Place 4 tablespoons of the butter in a wide-bottomed saucepan over medium heat. When the butter begins to foam, add the onion, carrot, and celery and stir until vegetables begin to soften, about 5-6 minutes. Add the pancetta, veal, pork, and beef. Raise the heat to high and stir until the meat has a golden color, about 8-10 minutes. Season lightly with salt and pepper.

Add the wine and cook, stirring until mostly evaporated, about 4-5 minutes. Add the tomatoes and bring to a boil. Reduce the heat to low and simmer, stirring from time to time, until sauce has a medium-thick consistency, 1 ½-2 hours. Add the milk and simmer 10 minutes longer. Taste, adjust the seasoning, and turn off the heat.

Meanwhile cook the spaghetti in boiling salted water according to package directions.

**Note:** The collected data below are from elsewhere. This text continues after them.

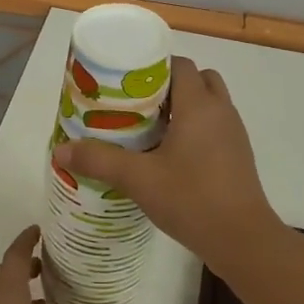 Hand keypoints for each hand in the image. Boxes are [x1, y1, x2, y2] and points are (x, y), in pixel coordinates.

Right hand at [53, 56, 277, 266]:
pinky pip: (214, 127)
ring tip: (148, 129)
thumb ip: (99, 161)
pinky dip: (194, 130)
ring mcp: (234, 134)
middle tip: (135, 105)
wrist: (242, 239)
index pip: (180, 64)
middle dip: (167, 86)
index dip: (153, 66)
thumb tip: (60, 151)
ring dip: (181, 109)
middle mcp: (221, 111)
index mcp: (199, 105)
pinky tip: (169, 155)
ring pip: (208, 104)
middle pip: (197, 79)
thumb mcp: (139, 179)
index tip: (125, 81)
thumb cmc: (192, 199)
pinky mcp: (238, 156) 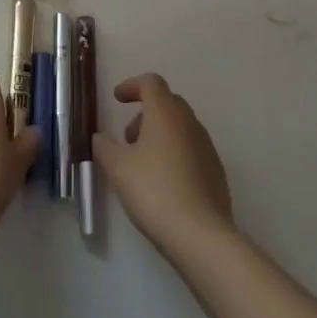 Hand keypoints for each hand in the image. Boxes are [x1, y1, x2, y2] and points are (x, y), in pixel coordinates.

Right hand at [94, 73, 233, 258]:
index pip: (151, 82)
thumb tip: (100, 138)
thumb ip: (105, 147)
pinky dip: (175, 153)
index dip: (132, 85)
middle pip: (167, 102)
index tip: (117, 99)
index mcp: (165, 113)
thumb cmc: (154, 191)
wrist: (201, 235)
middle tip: (128, 137)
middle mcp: (189, 122)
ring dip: (160, 134)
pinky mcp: (216, 171)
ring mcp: (206, 146)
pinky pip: (191, 149)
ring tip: (142, 163)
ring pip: (180, 127)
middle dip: (145, 113)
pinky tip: (164, 182)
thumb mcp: (118, 168) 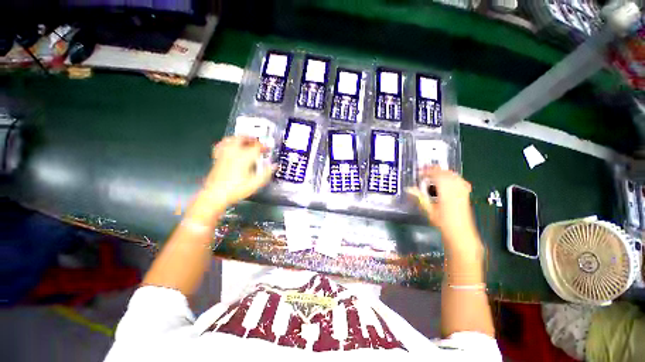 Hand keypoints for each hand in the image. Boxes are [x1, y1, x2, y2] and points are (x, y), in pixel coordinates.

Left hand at [202, 136, 273, 207]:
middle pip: (242, 138)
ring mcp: (224, 154)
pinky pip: (221, 145)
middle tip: (258, 142)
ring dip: (240, 138)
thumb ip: (266, 173)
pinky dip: (227, 143)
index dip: (264, 147)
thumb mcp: (255, 183)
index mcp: (244, 157)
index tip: (268, 150)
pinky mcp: (217, 158)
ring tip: (246, 140)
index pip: (256, 147)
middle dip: (251, 138)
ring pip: (231, 139)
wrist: (216, 195)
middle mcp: (233, 152)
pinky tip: (229, 145)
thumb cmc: (237, 189)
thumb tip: (274, 165)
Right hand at [407, 167, 477, 242]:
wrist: (460, 233)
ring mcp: (462, 191)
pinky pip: (460, 180)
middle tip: (423, 171)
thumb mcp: (428, 210)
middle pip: (446, 173)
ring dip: (443, 172)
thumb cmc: (442, 223)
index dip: (427, 172)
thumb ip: (419, 198)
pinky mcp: (465, 194)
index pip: (437, 176)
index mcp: (446, 193)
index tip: (419, 173)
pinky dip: (452, 177)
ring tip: (433, 173)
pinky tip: (448, 179)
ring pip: (453, 175)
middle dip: (434, 169)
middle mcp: (456, 189)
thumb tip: (408, 189) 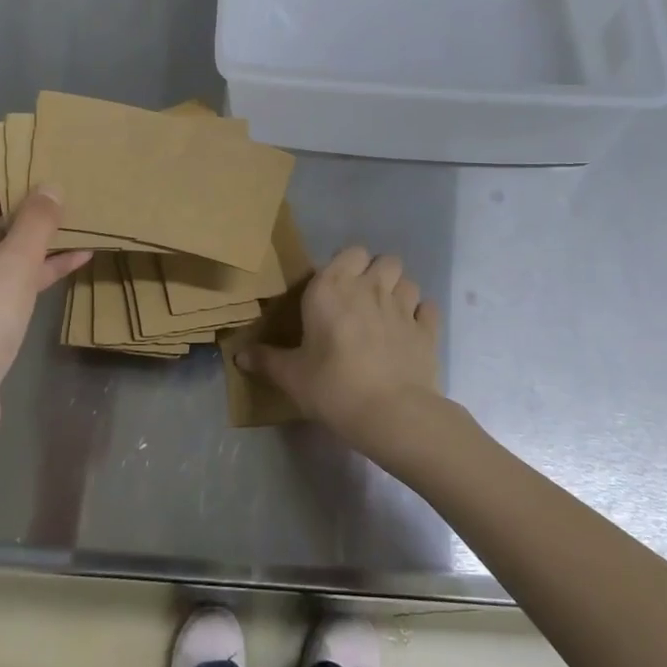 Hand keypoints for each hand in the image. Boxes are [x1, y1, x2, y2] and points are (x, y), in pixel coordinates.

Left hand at [0, 148, 88, 463]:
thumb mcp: (11, 266)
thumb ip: (35, 222)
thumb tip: (52, 186)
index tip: (30, 145)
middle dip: (22, 189)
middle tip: (66, 172)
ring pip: (3, 241)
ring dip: (37, 228)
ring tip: (80, 208)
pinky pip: (13, 274)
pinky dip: (40, 263)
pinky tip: (81, 256)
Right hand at [237, 246, 444, 451]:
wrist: (391, 413)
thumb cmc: (333, 386)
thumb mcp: (292, 376)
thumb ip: (267, 361)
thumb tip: (238, 356)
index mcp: (332, 288)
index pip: (348, 253)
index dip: (346, 266)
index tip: (336, 289)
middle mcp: (370, 287)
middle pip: (384, 260)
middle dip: (376, 273)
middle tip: (363, 300)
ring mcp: (403, 307)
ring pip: (407, 281)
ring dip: (399, 292)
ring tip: (387, 315)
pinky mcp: (427, 330)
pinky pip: (428, 308)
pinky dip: (422, 315)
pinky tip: (411, 332) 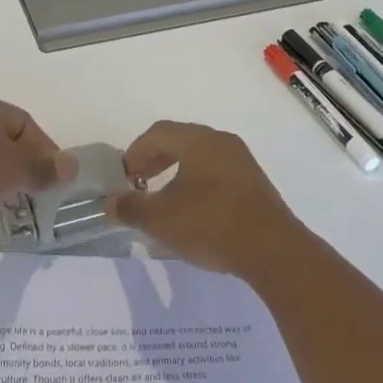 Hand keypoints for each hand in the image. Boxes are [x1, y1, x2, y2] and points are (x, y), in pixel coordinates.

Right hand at [107, 122, 305, 276]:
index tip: (124, 175)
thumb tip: (109, 202)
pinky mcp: (255, 184)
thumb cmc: (210, 224)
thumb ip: (131, 208)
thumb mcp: (161, 219)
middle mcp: (221, 142)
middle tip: (139, 183)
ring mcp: (242, 161)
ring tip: (164, 198)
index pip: (158, 132)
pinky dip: (198, 182)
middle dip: (156, 159)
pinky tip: (194, 210)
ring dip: (177, 171)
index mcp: (198, 140)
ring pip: (201, 156)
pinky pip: (218, 172)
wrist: (272, 249)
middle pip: (181, 140)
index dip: (136, 151) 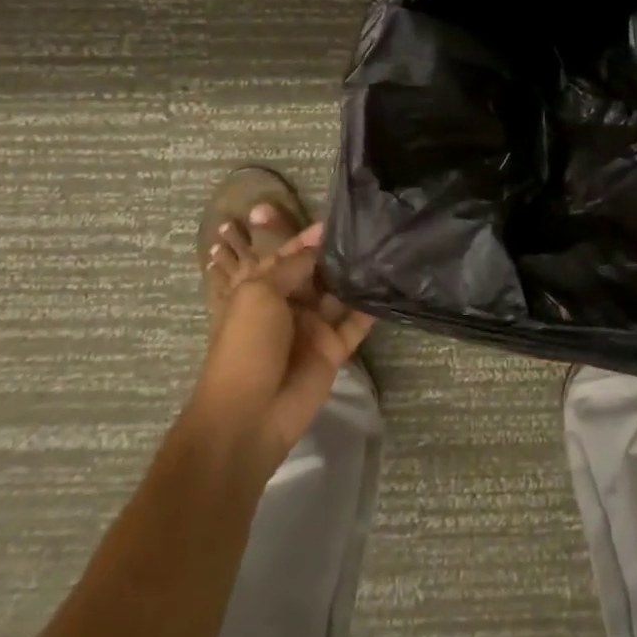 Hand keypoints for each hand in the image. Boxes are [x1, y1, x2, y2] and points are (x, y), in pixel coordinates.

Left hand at [192, 223, 371, 482]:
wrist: (248, 416)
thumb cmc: (246, 346)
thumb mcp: (260, 293)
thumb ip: (293, 266)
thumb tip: (320, 247)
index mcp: (262, 289)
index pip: (288, 256)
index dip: (308, 238)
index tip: (337, 220)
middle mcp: (289, 305)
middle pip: (316, 273)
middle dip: (337, 254)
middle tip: (370, 229)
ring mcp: (312, 328)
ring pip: (339, 295)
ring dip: (357, 276)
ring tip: (385, 249)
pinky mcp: (333, 350)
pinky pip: (356, 324)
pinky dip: (371, 307)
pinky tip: (391, 284) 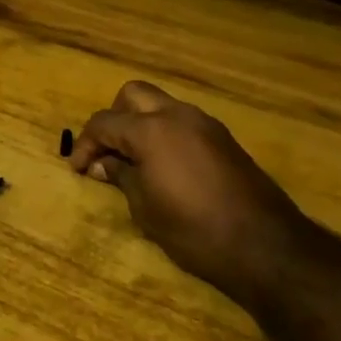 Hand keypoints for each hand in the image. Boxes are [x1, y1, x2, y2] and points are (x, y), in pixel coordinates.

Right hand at [69, 81, 313, 312]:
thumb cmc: (193, 229)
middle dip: (113, 119)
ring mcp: (205, 124)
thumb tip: (103, 163)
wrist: (264, 245)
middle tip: (107, 153)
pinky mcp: (224, 139)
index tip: (77, 168)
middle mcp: (178, 115)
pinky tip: (164, 167)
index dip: (85, 144)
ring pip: (161, 105)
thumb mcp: (145, 208)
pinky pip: (183, 123)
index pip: (105, 122)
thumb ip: (121, 176)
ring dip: (141, 124)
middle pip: (133, 95)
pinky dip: (165, 134)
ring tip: (134, 162)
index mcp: (151, 130) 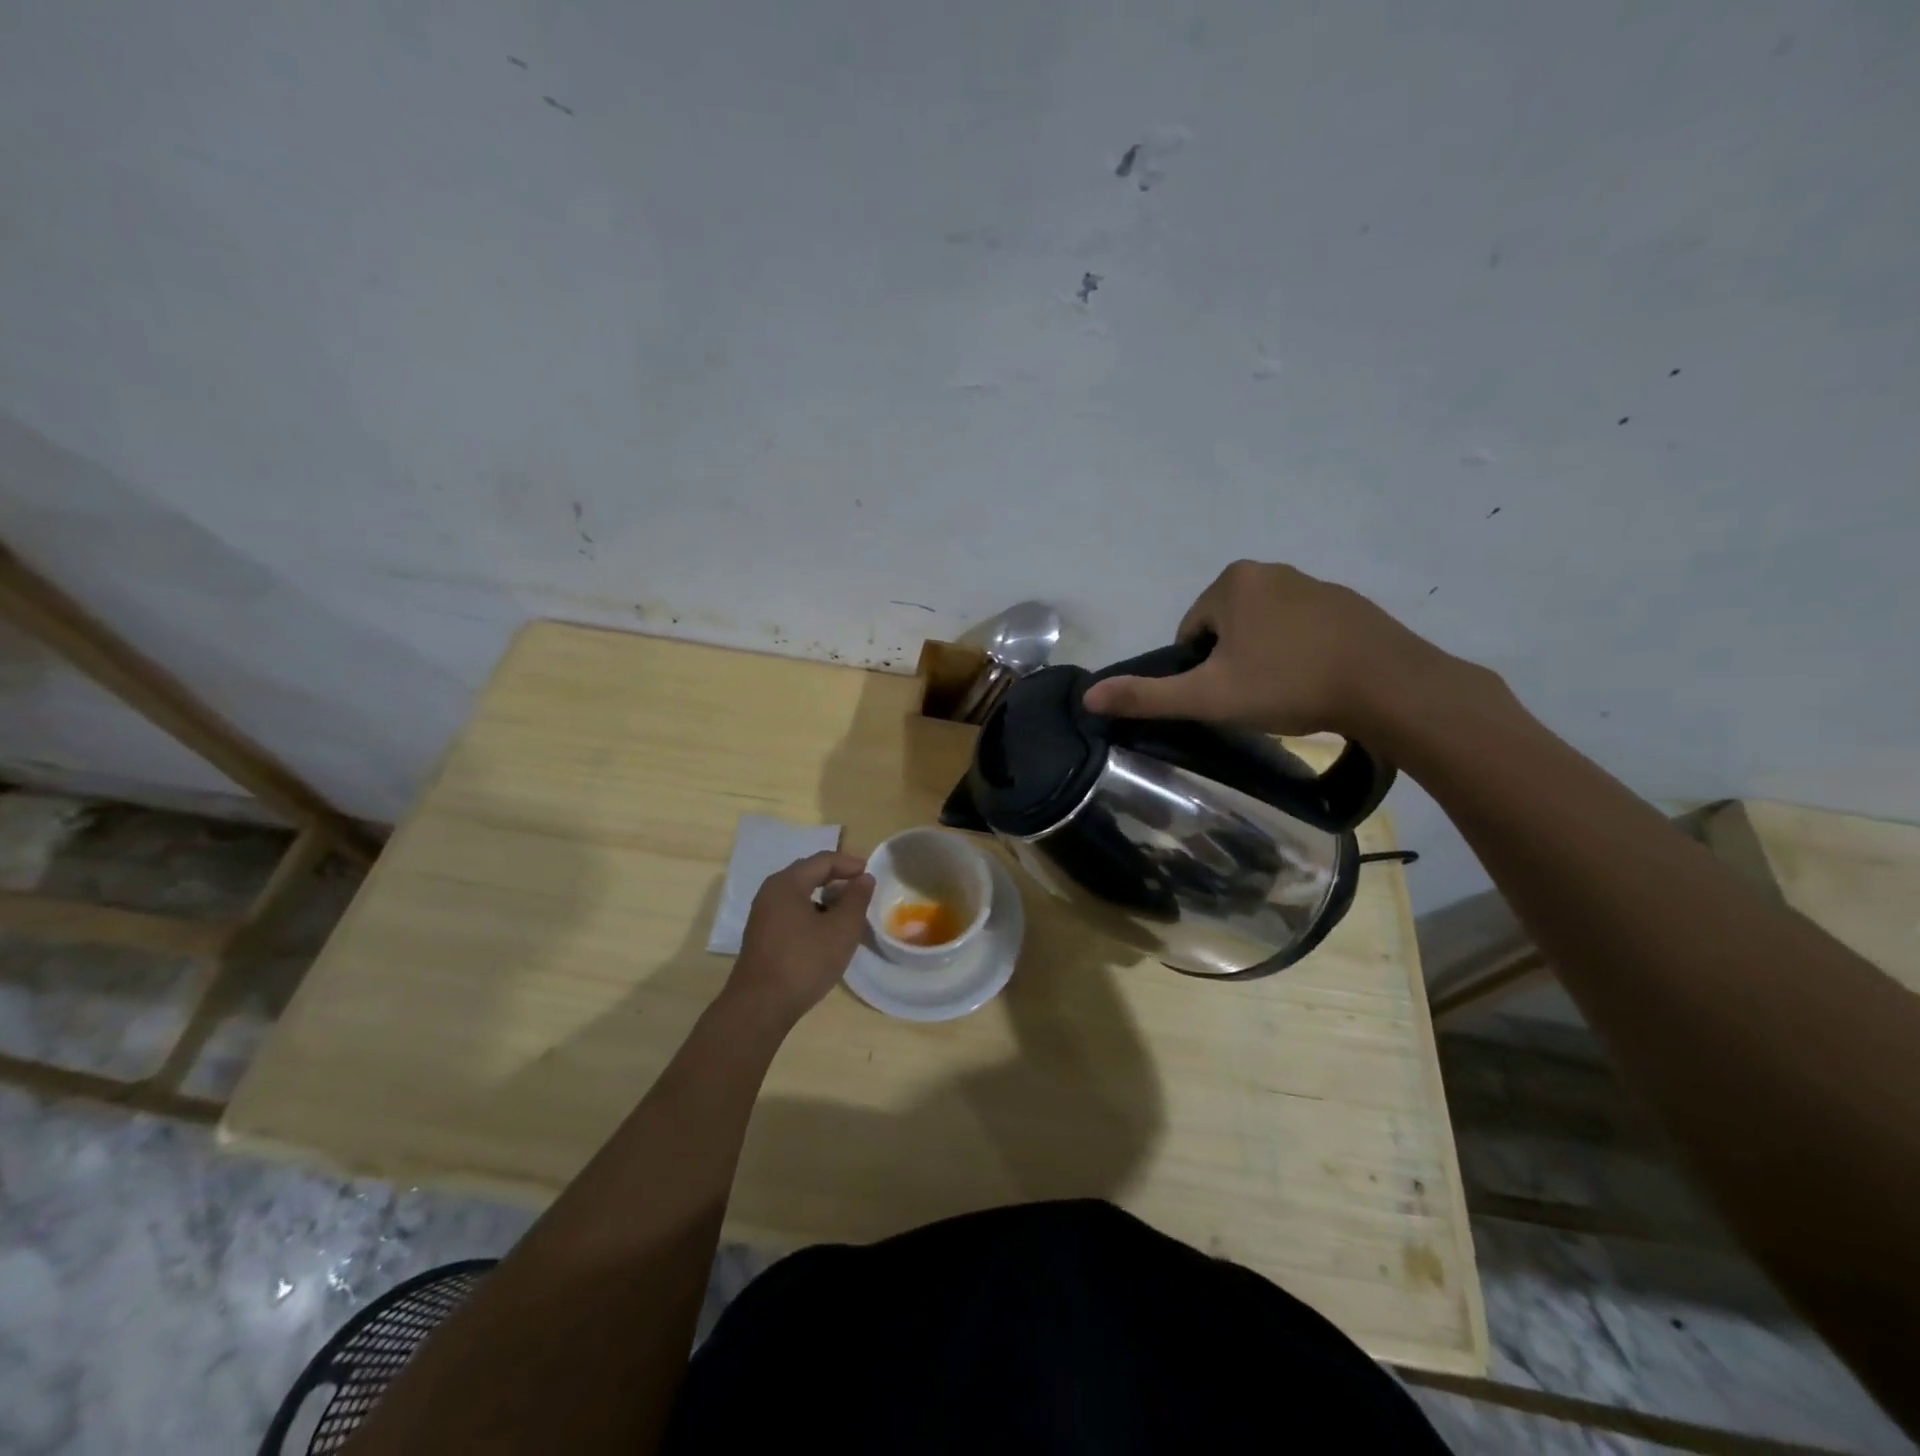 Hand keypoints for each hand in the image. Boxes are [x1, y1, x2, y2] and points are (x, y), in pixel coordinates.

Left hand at [726, 851, 874, 1026]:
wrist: (760, 1007)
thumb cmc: (804, 962)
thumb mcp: (842, 929)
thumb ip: (856, 899)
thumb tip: (864, 878)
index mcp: (787, 883)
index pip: (823, 860)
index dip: (850, 863)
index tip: (871, 874)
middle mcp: (771, 892)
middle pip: (808, 873)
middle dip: (837, 878)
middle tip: (861, 888)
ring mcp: (763, 915)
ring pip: (800, 894)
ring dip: (825, 897)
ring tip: (848, 911)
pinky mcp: (762, 935)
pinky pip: (792, 911)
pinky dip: (812, 912)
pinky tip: (826, 931)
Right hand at [1081, 560, 1452, 736]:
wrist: (1388, 687)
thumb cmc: (1288, 684)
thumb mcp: (1209, 696)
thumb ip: (1148, 696)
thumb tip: (1088, 697)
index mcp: (1231, 583)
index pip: (1191, 633)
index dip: (1199, 671)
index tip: (1224, 696)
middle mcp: (1270, 570)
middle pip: (1226, 629)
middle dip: (1232, 663)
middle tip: (1254, 699)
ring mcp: (1313, 583)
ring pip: (1264, 630)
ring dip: (1264, 660)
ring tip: (1286, 695)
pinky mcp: (1347, 604)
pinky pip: (1301, 630)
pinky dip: (1298, 654)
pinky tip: (1315, 683)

Drain the pasta and place in a large warm serving bowl. Add the remaining butter, half of the ragù, and a small handful of the Parmigiano and quickly toss to combine. Serve at once with more sauce, if needed, and a little more cheese. 

Spaghetti Shopping Tip

Italian food is about simplicity and letting the ingredients shine. So make sure you get ingredients that are great quality and flavor. Farmers markets and specialty stores will have great produce and products. Just be sure to have some great olive oil.

Spaghetti Cooking Tip

Unlike other highly regarded cuisines, Italian cooking is usually simple to make with many dishes having only 4 to 8 ingredients. Italian cooks rely chiefly on the quality of the ingredients rather than on elaborate preparation.

Spaghetti Wine Pairing

Cabernet sauvignon, cabernet franc, merlot, malbec, mourvèdre, Rhône blends, zinfandel, petite sirah, nero d'avola, primitivo, sangiovese, or carménère with meat- or tomato-based sauces; grenache or chardonnay with cream-based sauces; pinot gris/grigio, albariño, or other fresh white wines (for instance, soave, Italian sauvignon, or grillo) with seafood pasta; nebbiolo, dolcetto, or barbera with most non-seafood pasta.